### [Task instructions]
In the entries that follow, which lines hold the string "KIKO"? List them.

START Data listing

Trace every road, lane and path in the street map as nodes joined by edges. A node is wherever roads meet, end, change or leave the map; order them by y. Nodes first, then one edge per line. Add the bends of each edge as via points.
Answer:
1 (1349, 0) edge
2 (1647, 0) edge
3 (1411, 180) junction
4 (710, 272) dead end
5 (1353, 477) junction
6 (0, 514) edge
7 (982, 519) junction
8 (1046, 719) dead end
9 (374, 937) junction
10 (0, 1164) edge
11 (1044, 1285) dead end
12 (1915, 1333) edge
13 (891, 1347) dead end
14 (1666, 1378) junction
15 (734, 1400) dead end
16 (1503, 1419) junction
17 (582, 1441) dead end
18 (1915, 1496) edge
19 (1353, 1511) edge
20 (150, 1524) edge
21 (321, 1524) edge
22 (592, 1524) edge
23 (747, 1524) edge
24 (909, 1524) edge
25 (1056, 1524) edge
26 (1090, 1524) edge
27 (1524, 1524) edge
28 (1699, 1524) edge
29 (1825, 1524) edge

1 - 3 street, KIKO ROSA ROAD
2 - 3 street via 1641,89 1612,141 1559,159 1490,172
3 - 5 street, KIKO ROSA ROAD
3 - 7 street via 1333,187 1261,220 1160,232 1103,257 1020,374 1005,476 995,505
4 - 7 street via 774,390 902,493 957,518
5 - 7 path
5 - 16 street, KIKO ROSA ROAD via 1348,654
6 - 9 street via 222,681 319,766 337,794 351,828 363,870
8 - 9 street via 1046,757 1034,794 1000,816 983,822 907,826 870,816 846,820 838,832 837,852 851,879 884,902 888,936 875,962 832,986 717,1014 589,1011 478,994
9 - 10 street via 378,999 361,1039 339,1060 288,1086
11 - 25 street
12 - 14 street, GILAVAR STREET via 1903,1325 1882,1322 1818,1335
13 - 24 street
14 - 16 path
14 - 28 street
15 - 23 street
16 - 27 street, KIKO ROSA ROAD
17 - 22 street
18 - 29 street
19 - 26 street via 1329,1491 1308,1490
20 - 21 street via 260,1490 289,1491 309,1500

END Data listing

### [Your response]
1 - 3 street, KIKO ROSA ROAD
3 - 5 street, KIKO ROSA ROAD
5 - 16 street, KIKO ROSA ROAD via 1348,654
16 - 27 street, KIKO ROSA ROAD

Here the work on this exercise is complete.